(Beginning of SUPPLIED RECORDS)

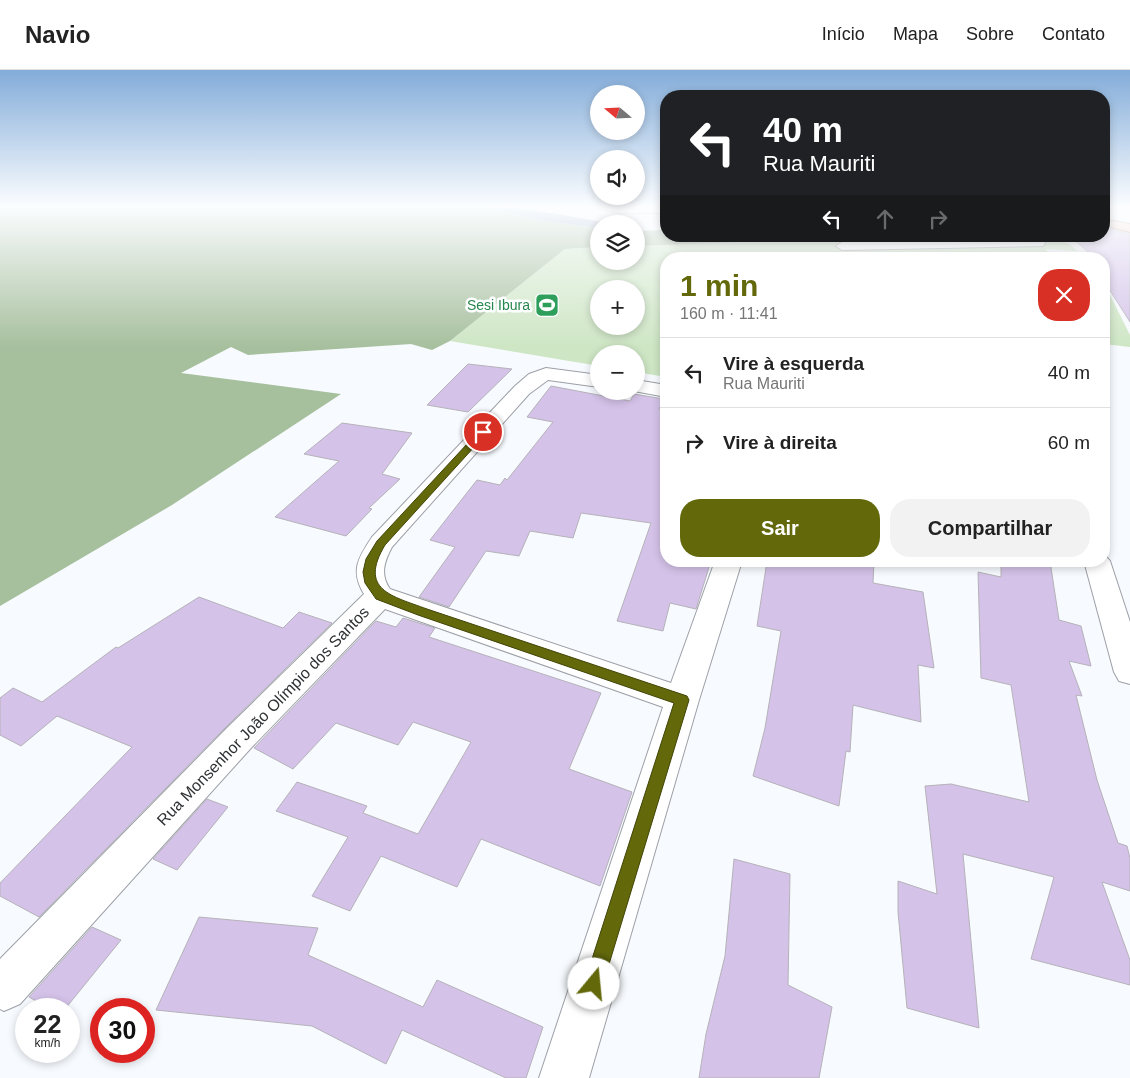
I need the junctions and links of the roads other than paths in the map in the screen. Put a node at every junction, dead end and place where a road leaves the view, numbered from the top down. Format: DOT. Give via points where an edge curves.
graph roads {
  1 [pos="590,380"];
  2 [pos="645,387"];
  3 [pos="660,389"];
  4 [pos="727,567"];
  5 [pos="1100,567"];
  6 [pos="380,596"];
  7 [pos="1130,672"];
  8 [pos="682,700"];
  9 [pos="4,988"];
  10 [pos="564,1078"];
  1 -- 6 [label="street, Rua Monsenhor João Olímpio dos Santos" via="546,374 522,390 381,543 371,559 369,572 371,583"];
  2 -- 3 [label="street"];
  4 -- 8 [label="street"];
  5 -- 7 [label="street"];
  6 -- 8 [label="street"];
  6 -- 9 [label="street, Rua Monsenhor João Olímpio dos Santos" via="239,738"];
  8 -- 10 [label="street"];
}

(End of SUPPLIED RECORDS)

* [WORK INSTRUCTION]
The copy you produce must match the entries above exactly, except that it has no pictures.

* [ANSWER SECTION]
I need the junctions and links of the roads other than paths in the map in the screen. Put a node at every junction, dead end and place where a road leaves the view, numbered from the top down. Format: DOT. Give via points where an edge curves.
graph roads {
  1 [pos="590,380"];
  2 [pos="645,387"];
  3 [pos="660,389"];
  4 [pos="727,567"];
  5 [pos="1100,567"];
  6 [pos="380,596"];
  7 [pos="1130,672"];
  8 [pos="682,700"];
  9 [pos="4,988"];
  10 [pos="564,1078"];
  1 -- 6 [label="street, Rua Monsenhor João Olímpio dos Santos" via="546,374 522,390 381,543 371,559 369,572 371,583"];
  2 -- 3 [label="street"];
  4 -- 8 [label="street"];
  5 -- 7 [label="street"];
  6 -- 8 [label="street"];
  6 -- 9 [label="street, Rua Monsenhor João Olímpio dos Santos" via="239,738"];
  8 -- 10 [label="street"];
}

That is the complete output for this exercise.